INPUT DATA.

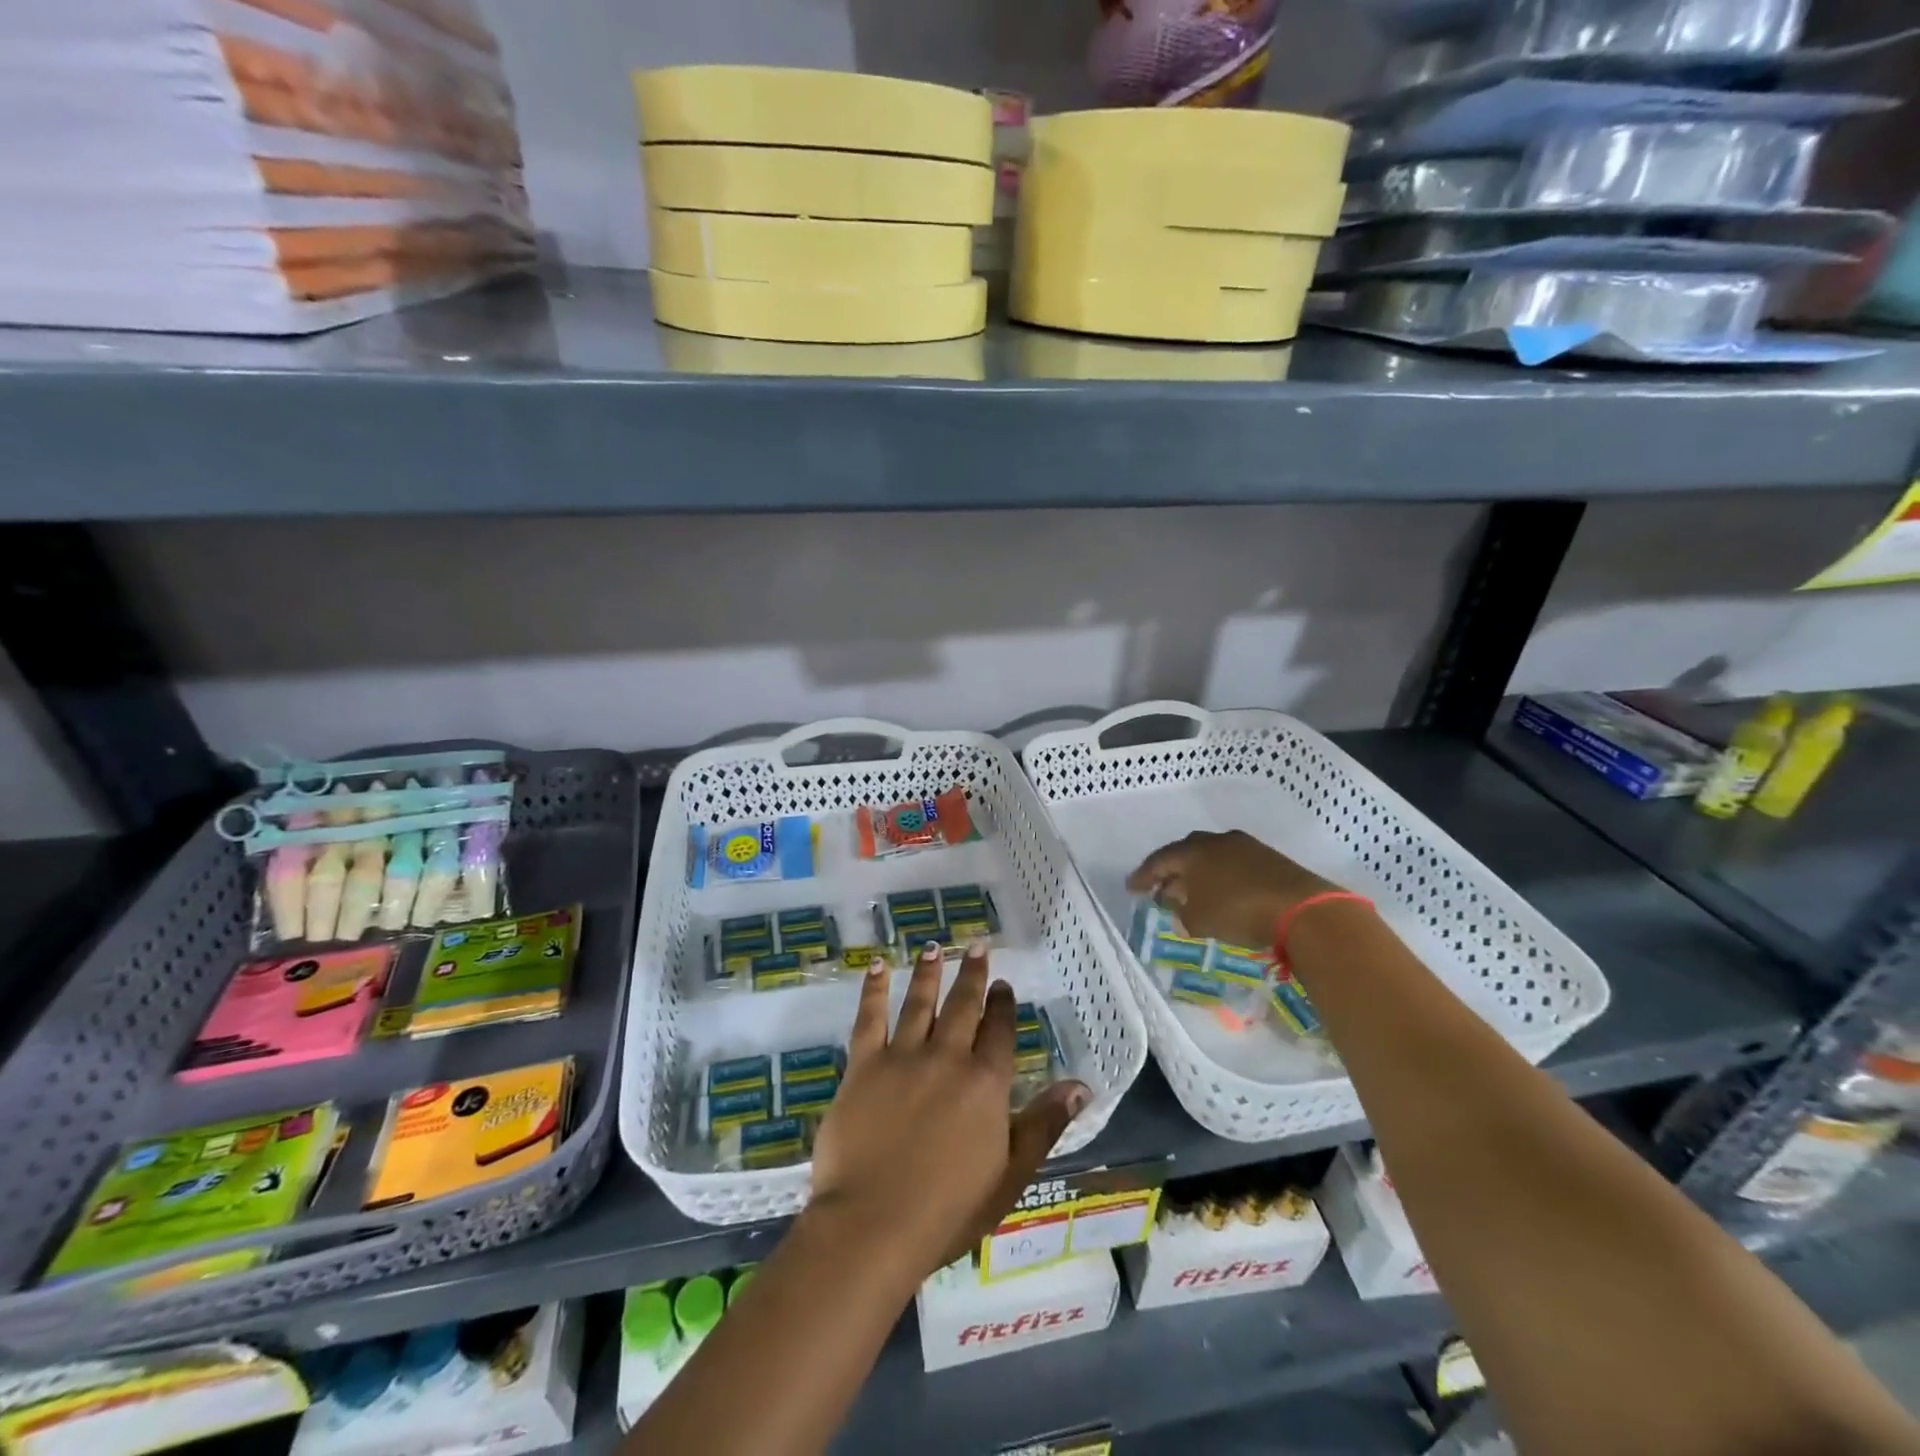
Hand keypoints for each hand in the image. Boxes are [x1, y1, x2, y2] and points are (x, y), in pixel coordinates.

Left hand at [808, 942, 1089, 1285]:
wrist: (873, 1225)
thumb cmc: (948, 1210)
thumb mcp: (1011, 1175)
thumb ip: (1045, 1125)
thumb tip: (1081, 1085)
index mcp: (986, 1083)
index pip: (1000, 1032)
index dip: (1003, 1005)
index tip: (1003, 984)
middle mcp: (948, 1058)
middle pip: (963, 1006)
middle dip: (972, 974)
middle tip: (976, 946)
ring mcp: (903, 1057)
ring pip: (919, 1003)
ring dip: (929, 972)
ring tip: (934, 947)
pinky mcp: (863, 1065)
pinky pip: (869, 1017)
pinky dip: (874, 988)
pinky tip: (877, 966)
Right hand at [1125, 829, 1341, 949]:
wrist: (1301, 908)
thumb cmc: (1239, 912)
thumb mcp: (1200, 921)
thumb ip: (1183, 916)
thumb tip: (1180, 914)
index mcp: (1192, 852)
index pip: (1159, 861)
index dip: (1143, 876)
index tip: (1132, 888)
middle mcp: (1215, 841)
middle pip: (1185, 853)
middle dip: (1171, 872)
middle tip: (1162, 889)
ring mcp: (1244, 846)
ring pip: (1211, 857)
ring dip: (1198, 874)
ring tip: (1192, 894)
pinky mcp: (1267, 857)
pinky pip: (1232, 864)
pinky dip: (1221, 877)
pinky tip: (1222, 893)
...
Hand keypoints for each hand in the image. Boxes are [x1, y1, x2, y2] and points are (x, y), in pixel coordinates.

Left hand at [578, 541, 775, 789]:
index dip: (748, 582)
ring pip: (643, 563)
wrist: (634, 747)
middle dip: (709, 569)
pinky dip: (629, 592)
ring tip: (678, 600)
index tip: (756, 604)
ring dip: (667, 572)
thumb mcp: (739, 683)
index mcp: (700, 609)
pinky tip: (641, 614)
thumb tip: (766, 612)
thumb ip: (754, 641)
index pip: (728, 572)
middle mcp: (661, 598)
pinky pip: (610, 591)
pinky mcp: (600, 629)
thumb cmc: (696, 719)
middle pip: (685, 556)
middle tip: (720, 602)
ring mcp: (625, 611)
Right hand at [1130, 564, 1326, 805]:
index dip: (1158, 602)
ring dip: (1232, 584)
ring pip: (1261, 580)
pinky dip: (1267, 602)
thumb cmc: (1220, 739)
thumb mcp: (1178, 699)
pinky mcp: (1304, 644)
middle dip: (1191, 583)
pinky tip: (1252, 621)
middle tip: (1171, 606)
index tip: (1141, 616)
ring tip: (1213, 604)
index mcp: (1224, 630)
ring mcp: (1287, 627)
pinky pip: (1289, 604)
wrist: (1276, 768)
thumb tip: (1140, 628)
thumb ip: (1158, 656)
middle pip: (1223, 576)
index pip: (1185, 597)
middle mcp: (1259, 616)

TASK DIRECTIONS.
Go to the line in the material above that contains "ring dip: (667, 572)" and copy exactly from there through the line that contains "middle mcp: (1259, 616)", stopping after it.

ANSWER SECTION.
ring dip: (667, 572)
thumb mcp: (739, 683)
index mcp: (700, 609)
pinky tip: (641, 614)
thumb tip: (766, 612)
thumb ip: (754, 641)
index pip: (728, 572)
middle mcp: (661, 598)
pinky pip: (610, 591)
pinky mcp: (600, 629)
thumb cmc: (696, 719)
middle pip: (685, 556)
middle tip: (720, 602)
ring mcp: (625, 611)
Right hand at [1130, 564, 1326, 805]:
index dip: (1158, 602)
ring dip: (1232, 584)
ring pip: (1261, 580)
pinky dip: (1267, 602)
thumb cmc: (1220, 739)
thumb mcp: (1178, 699)
pinky mcp: (1304, 644)
middle dip: (1191, 583)
pinky tip: (1252, 621)
middle tip: (1171, 606)
index tip: (1141, 616)
ring tip: (1213, 604)
index mcp: (1224, 630)
ring mcp: (1287, 627)
pinky pip: (1289, 604)
wrist: (1276, 768)
thumb tip: (1140, 628)
thumb ip: (1158, 656)
middle pip: (1223, 576)
index pip: (1185, 597)
middle mcp: (1259, 616)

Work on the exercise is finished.